» Bounding boxes with keypoints:
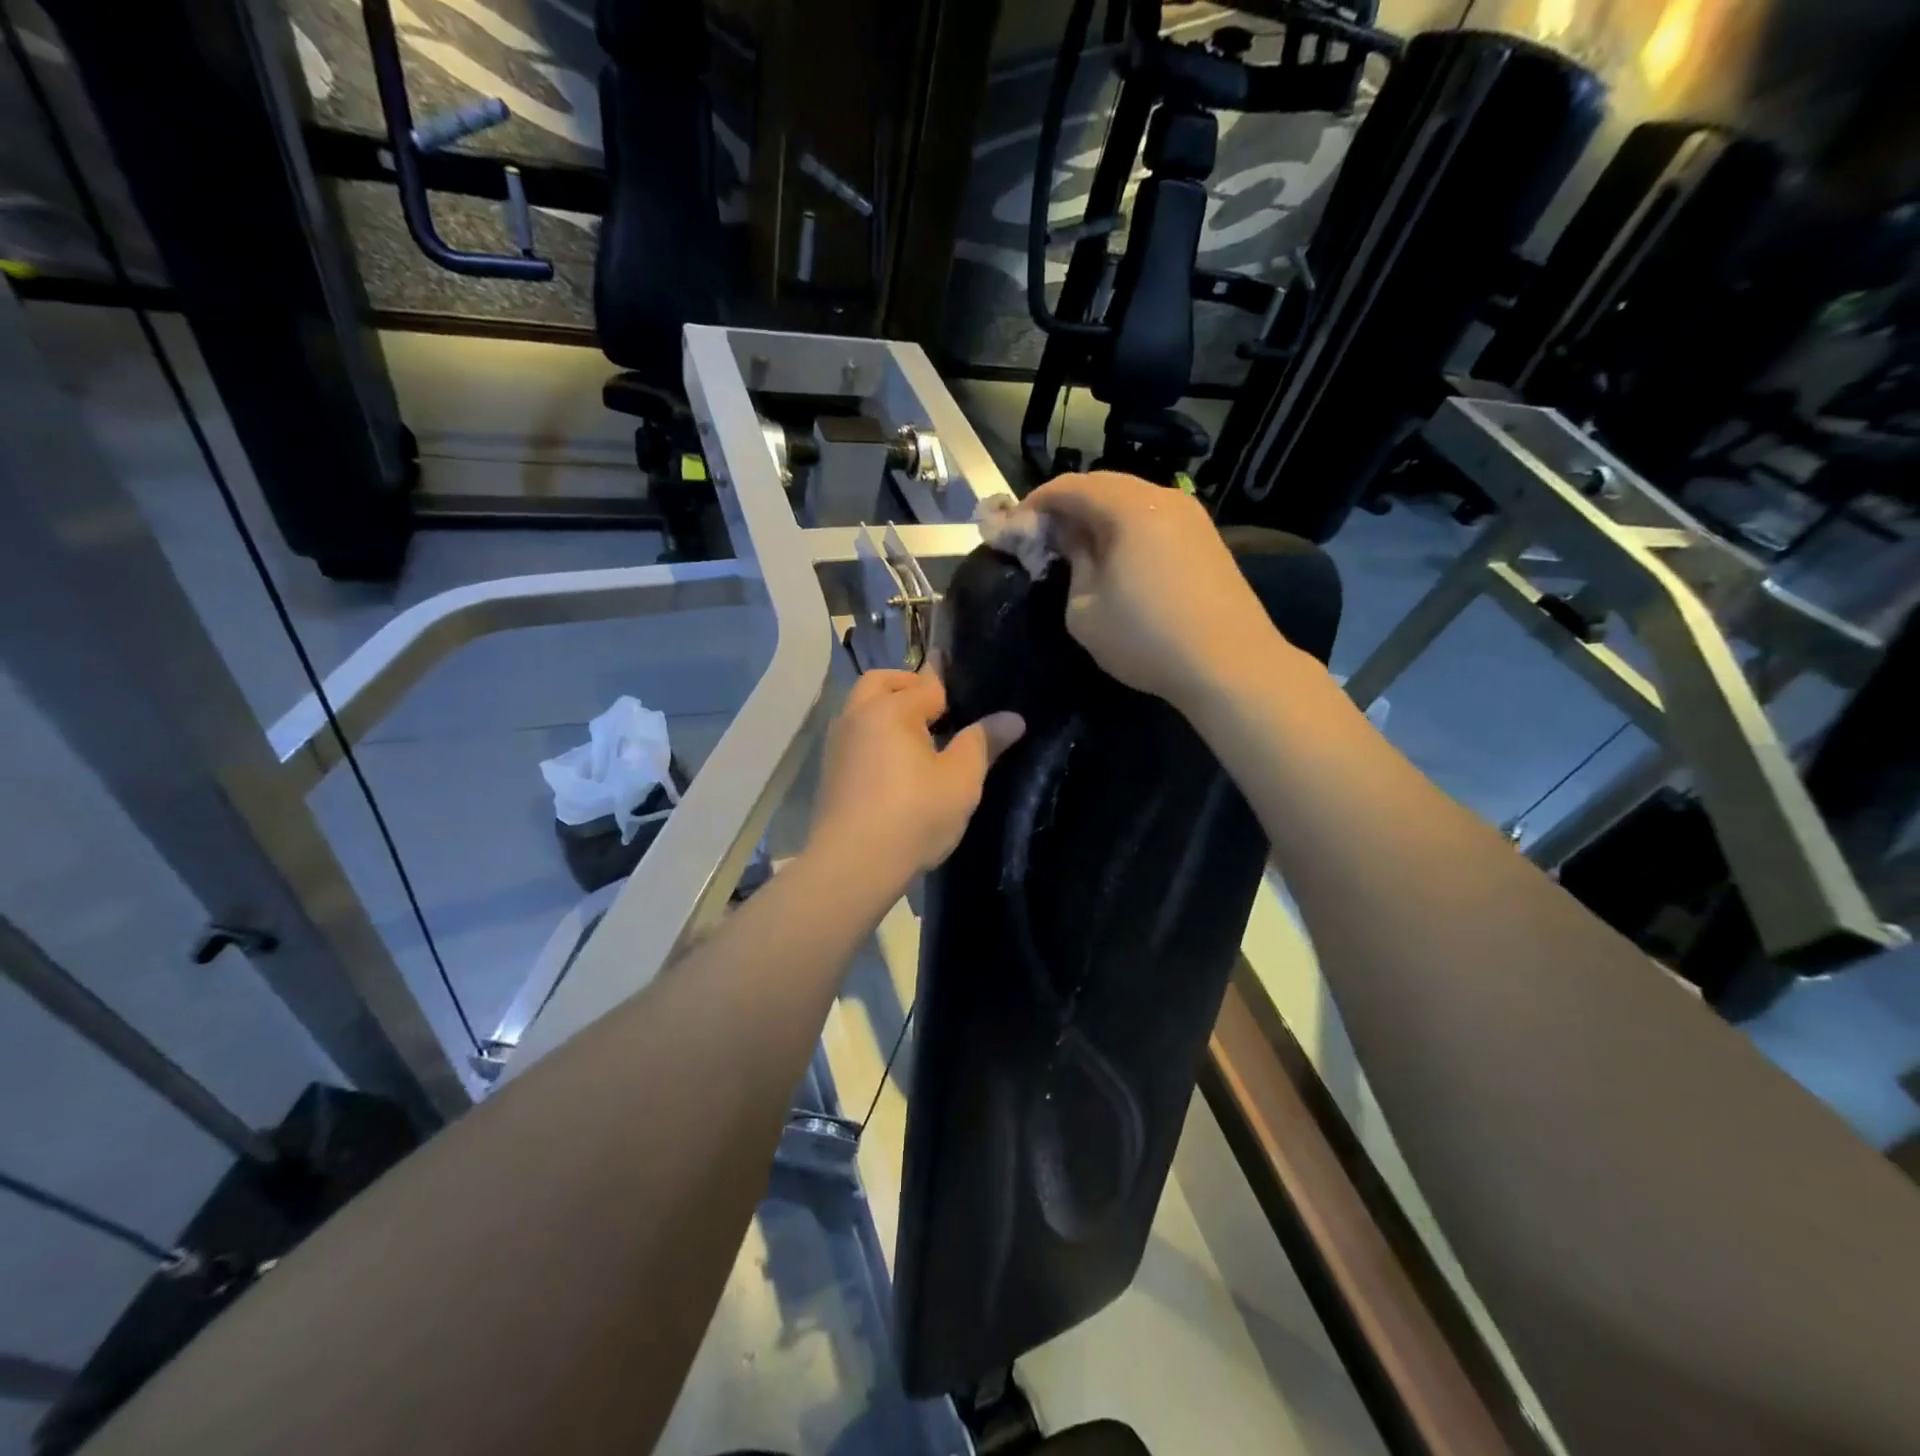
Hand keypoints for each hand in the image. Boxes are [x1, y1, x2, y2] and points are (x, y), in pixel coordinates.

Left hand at [807, 659, 1024, 883]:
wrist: (851, 866)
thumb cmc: (913, 817)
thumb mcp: (960, 781)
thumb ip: (983, 743)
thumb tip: (1013, 718)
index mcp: (891, 709)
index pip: (926, 683)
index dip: (949, 682)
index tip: (965, 680)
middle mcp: (857, 716)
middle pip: (881, 683)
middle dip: (908, 686)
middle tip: (937, 708)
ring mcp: (837, 743)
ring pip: (862, 708)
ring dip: (886, 709)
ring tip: (918, 737)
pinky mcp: (829, 771)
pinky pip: (854, 736)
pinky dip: (873, 734)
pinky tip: (894, 764)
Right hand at [1026, 471, 1279, 709]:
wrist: (1229, 664)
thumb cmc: (1145, 638)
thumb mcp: (1084, 609)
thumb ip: (1072, 564)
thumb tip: (1071, 540)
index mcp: (1128, 507)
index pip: (1070, 486)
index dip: (1035, 504)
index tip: (1014, 529)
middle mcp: (1162, 498)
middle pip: (1103, 486)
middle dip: (1067, 507)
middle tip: (1043, 538)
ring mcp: (1191, 516)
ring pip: (1132, 502)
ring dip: (1098, 518)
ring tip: (1077, 550)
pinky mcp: (1207, 539)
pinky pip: (1155, 520)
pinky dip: (1127, 530)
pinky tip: (1118, 560)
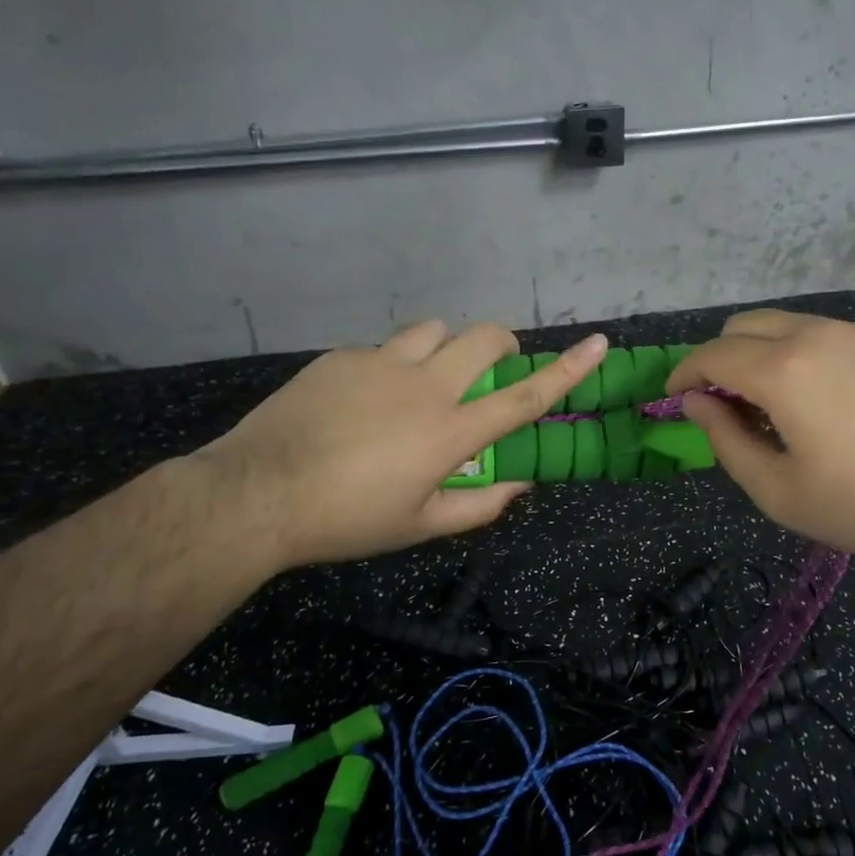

» Requirement: Which lines run from the one containing "middle tip: (1043, 538)" through the last line of the entries above? Output them exactly, both ends included, with no pictures.

» Reply to the exercise:
middle tip: (1043, 538)
ring mcp: (1191, 516)
ring pip: (1132, 502)
ring dip: (1098, 518)
ring tip: (1077, 550)
pinky mcp: (1207, 539)
pinky pip: (1155, 520)
pinky dip: (1127, 530)
pinky tip: (1118, 560)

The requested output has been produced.